* _WHAT THE TASK REQUIRES_: Copy the data precisely, character for character, and leave out every picture.

* _RECORDS PROVIDED_:

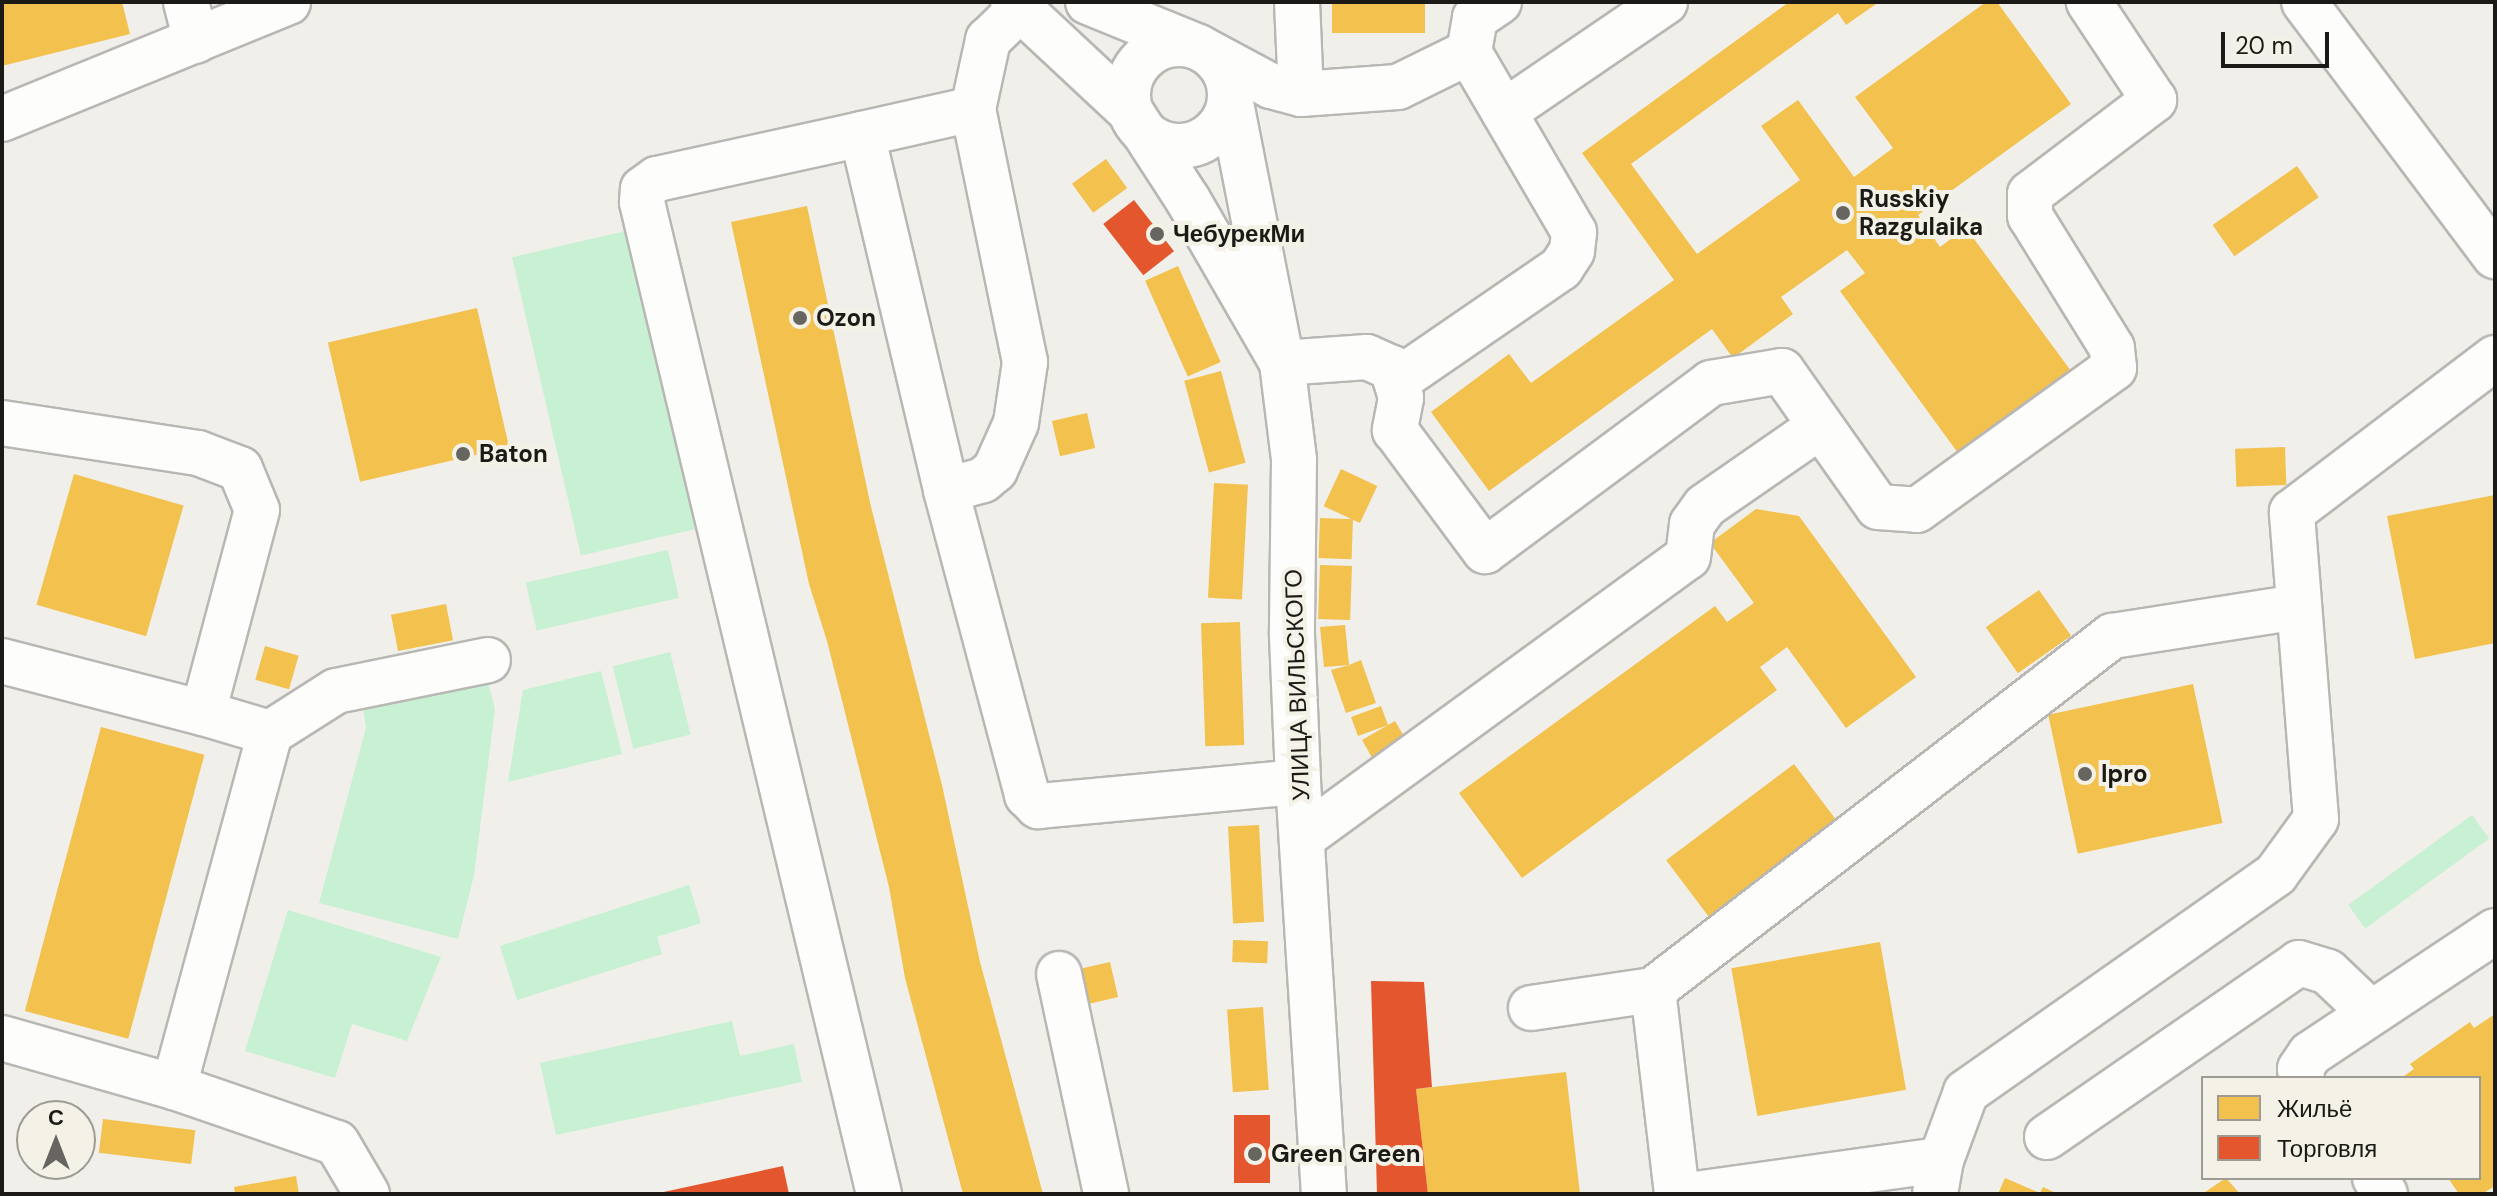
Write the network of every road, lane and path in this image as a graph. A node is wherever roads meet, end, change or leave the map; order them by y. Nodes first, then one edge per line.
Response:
1 (288, 2) edge
2 (1088, 2) edge
3 (1297, 2) edge
4 (1665, 2) edge
5 (2089, 2) edge
6 (2304, 2) edge
7 (1016, 5) edge
8 (1479, 18) edge
9 (191, 22) edge
10 (1198, 47) junction
11 (1301, 94) junction
12 (1231, 103) junction
13 (973, 109) junction
14 (1504, 112) junction
15 (2, 119) edge
16 (1138, 123) junction
17 (862, 134) junction
18 (2495, 256) edge
19 (2495, 358) edge
20 (1282, 363) junction
21 (1398, 380) junction
22 (2, 423) edge
23 (1819, 427) junction
24 (946, 490) junction
25 (2297, 607) junction
26 (488, 660) dead end
27 (2, 661) edge
28 (203, 713) junction
29 (270, 733) junction
30 (1298, 782) junction
31 (1302, 838) junction
32 (2495, 931) edge
33 (1059, 974) dead end
34 (1653, 990) junction
35 (1531, 1008) dead end
36 (2371, 1013) junction
37 (2, 1038) edge
38 (2302, 1076) edge
39 (174, 1087) junction
40 (2047, 1137) dead end
41 (1938, 1177) edge
42 (367, 1194) edge
43 (879, 1194) edge
44 (1106, 1194) edge
45 (1324, 1194) edge
46 (1677, 1194) edge
47 (1695, 1194) edge

1 - 9 street
2 - 10 street
3 - 11 street
4 - 14 street
5 - 23 street
6 - 18 street
7 - 13 street
7 - 16 street
8 - 11 street
8 - 14 street
9 - 15 street
10 - 11 street
10 - 12 street
10 - 16 street
12 - 16 street
12 - 20 street
13 - 17 street
13 - 24 street
14 - 21 street
16 - 20 street, УЛИЦА ВИЛЬСКОГО
17 - 24 street
17 - 43 street
19 - 25 street
20 - 21 street
20 - 30 street, УЛИЦА ВИЛЬСКОГО
21 - 23 street
22 - 28 street
23 - 31 street
24 - 30 street
25 - 34 street
25 - 41 street
26 - 29 street
27 - 28 street
28 - 29 street
29 - 39 street
30 - 31 street, УЛИЦА ВИЛЬСКОГО
31 - 45 street, УЛИЦА ВИЛЬСКОГО
32 - 36 street
33 - 44 street
34 - 35 street
34 - 46 street
36 - 38 street
36 - 40 street
37 - 39 street
39 - 42 street
41 - 47 street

* _EXERCISE RESULT_:
Write the network of every road, lane and path in this image as a graph. A node is wherever roads meet, end, change or leave the map; order them by y. Nodes first, then one edge per line.
Response:
1 (288, 2) edge
2 (1088, 2) edge
3 (1297, 2) edge
4 (1665, 2) edge
5 (2089, 2) edge
6 (2304, 2) edge
7 (1016, 5) edge
8 (1479, 18) edge
9 (191, 22) edge
10 (1198, 47) junction
11 (1301, 94) junction
12 (1231, 103) junction
13 (973, 109) junction
14 (1504, 112) junction
15 (2, 119) edge
16 (1138, 123) junction
17 (862, 134) junction
18 (2495, 256) edge
19 (2495, 358) edge
20 (1282, 363) junction
21 (1398, 380) junction
22 (2, 423) edge
23 (1819, 427) junction
24 (946, 490) junction
25 (2297, 607) junction
26 (488, 660) dead end
27 (2, 661) edge
28 (203, 713) junction
29 (270, 733) junction
30 (1298, 782) junction
31 (1302, 838) junction
32 (2495, 931) edge
33 (1059, 974) dead end
34 (1653, 990) junction
35 (1531, 1008) dead end
36 (2371, 1013) junction
37 (2, 1038) edge
38 (2302, 1076) edge
39 (174, 1087) junction
40 (2047, 1137) dead end
41 (1938, 1177) edge
42 (367, 1194) edge
43 (879, 1194) edge
44 (1106, 1194) edge
45 (1324, 1194) edge
46 (1677, 1194) edge
47 (1695, 1194) edge

1 - 9 street
2 - 10 street
3 - 11 street
4 - 14 street
5 - 23 street
6 - 18 street
7 - 13 street
7 - 16 street
8 - 11 street
8 - 14 street
9 - 15 street
10 - 11 street
10 - 12 street
10 - 16 street
12 - 16 street
12 - 20 street
13 - 17 street
13 - 24 street
14 - 21 street
16 - 20 street, УЛИЦА ВИЛЬСКОГО
17 - 24 street
17 - 43 street
19 - 25 street
20 - 21 street
20 - 30 street, УЛИЦА ВИЛЬСКОГО
21 - 23 street
22 - 28 street
23 - 31 street
24 - 30 street
25 - 34 street
25 - 41 street
26 - 29 street
27 - 28 street
28 - 29 street
29 - 39 street
30 - 31 street, УЛИЦА ВИЛЬСКОГО
31 - 45 street, УЛИЦА ВИЛЬСКОГО
32 - 36 street
33 - 44 street
34 - 35 street
34 - 46 street
36 - 38 street
36 - 40 street
37 - 39 street
39 - 42 street
41 - 47 street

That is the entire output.